Identification of the Grizzly Bear

Grizzly Bear ID 

The brown bears of the world include numerous subspecies in Asia, Europe, and North America. Even the polar bear, taxonomically, may be a white phase of the brown bear. Support for this concept is provided by new electrophoresic studies and the fact that offspring of brown/polar bear crosses are fertile. The interior grizzly (Ursus arctos horribilis) is generally smaller than the coastal (Ursus arctos gyas) or island (Ursus arctos middendorffi) subspecies of North American brown bear, and it has the classic “grizzled” hair tips.

Brown bears in general are very large and heavily built. Male brown bears are almost twice the weight of females. They walk with a plantigrade gait (but can walk upright on their hind legs), and have long claws for digging (black bears and polar bears have sharper, shorter claws). The males can weigh up to 2,000 pounds (900 kg), but grizzly males are normally around 400 to 600 pounds. Wherever brown bears live, their size is influenced by their subspecies status, food supply, and length of the feeding season. Bone growth continues through the sixth year, so subadult nutrition often dictates their size potential.
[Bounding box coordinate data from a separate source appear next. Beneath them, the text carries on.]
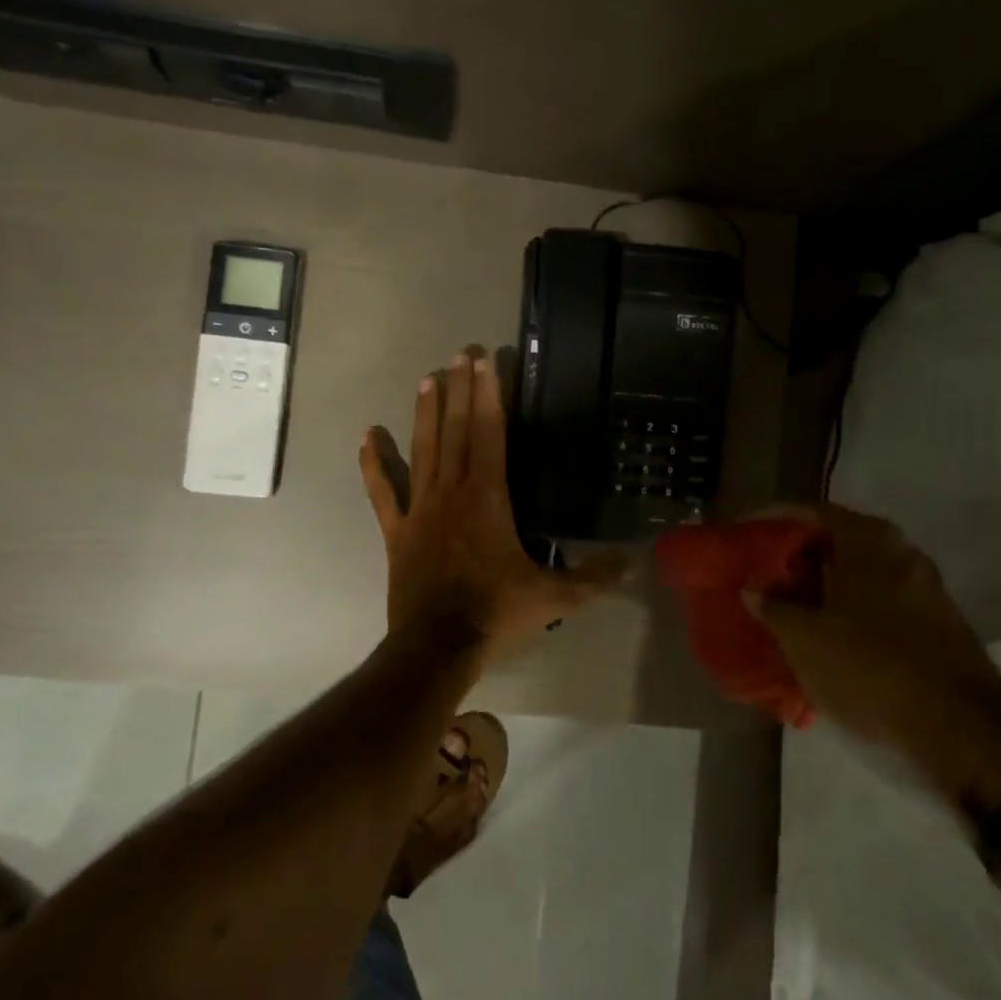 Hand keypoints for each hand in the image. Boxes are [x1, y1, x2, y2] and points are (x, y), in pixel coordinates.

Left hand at [360, 348, 624, 648]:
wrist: (436, 647)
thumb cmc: (495, 614)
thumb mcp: (554, 598)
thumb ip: (594, 578)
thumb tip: (632, 564)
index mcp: (487, 498)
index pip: (489, 434)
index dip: (488, 395)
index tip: (486, 361)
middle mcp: (451, 492)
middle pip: (455, 430)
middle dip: (460, 389)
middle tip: (461, 353)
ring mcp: (420, 509)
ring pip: (422, 450)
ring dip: (425, 413)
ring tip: (429, 378)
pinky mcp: (397, 531)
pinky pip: (383, 492)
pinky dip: (374, 464)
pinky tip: (368, 436)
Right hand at [752, 505, 1000, 804]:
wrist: (962, 732)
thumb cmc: (869, 669)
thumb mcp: (804, 640)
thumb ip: (773, 608)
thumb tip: (754, 590)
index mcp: (869, 543)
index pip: (812, 512)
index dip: (774, 519)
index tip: (746, 533)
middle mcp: (902, 554)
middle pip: (839, 541)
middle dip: (798, 556)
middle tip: (763, 573)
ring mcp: (925, 590)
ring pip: (861, 575)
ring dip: (824, 586)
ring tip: (787, 607)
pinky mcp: (937, 625)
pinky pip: (880, 603)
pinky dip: (849, 610)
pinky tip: (825, 636) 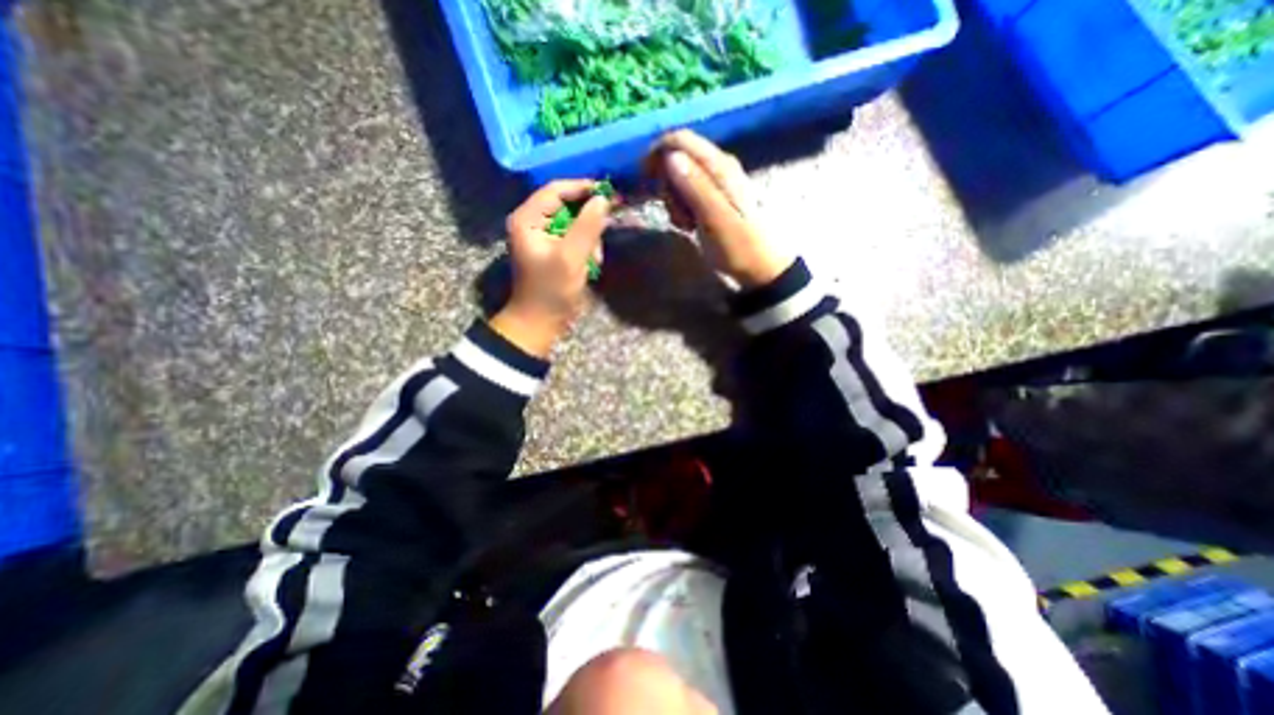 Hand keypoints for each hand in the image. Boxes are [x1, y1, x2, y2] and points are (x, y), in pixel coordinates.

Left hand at [489, 178, 607, 356]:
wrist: (541, 322)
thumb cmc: (552, 290)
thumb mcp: (571, 257)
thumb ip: (587, 226)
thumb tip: (603, 199)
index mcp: (528, 219)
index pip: (556, 190)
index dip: (583, 188)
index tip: (609, 192)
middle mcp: (532, 222)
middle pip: (566, 205)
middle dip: (588, 220)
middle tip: (607, 227)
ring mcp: (542, 236)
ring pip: (574, 222)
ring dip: (589, 238)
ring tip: (594, 259)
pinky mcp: (553, 248)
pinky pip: (574, 237)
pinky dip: (586, 248)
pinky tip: (590, 263)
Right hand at [648, 130, 786, 290]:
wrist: (760, 267)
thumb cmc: (739, 246)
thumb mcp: (716, 219)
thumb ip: (695, 187)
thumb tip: (671, 157)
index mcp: (719, 167)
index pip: (681, 140)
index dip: (658, 152)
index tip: (644, 177)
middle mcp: (716, 168)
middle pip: (676, 160)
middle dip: (666, 185)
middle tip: (675, 212)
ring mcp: (713, 184)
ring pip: (678, 180)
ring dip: (673, 201)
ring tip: (685, 224)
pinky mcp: (710, 200)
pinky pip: (684, 196)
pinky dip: (680, 210)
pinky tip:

Brown bears are typically brown in color, but vary from pure white to black, with coastal brown bears and Kodiak bears generally lighter, even blond or beige. The interior grizzly bears are typically a dark, chocolate brown or black, with pronounced silver tips on the guard hairs. This coloration often gives them a silvery sheen or halo. They lack the neck ruff of the coastal bears, and grizzlies may even have light bands before and behind the front legs. Some particularly grizzled interior brown bears have a spectacled facial pattern similar to that of the panda or spectacled bears of Asia and South America.

White grizzlies (not albinos) are also found in portions of Alberta and Montana, and in south-central British Columbia. Such white brown bears may be genetically identical to the polar bear, but so far electrophoresic studies have not been completed to determine the degree of relatedness.

The interior grizzly’s “hump,” an adaptation to their digging lifestyle, is seen less in the coastal brown bears, polar bears, or black bears. The brown bears (including the grizzly) are also characterized by their high eye profile, dish-shaped face, and short, thick ears.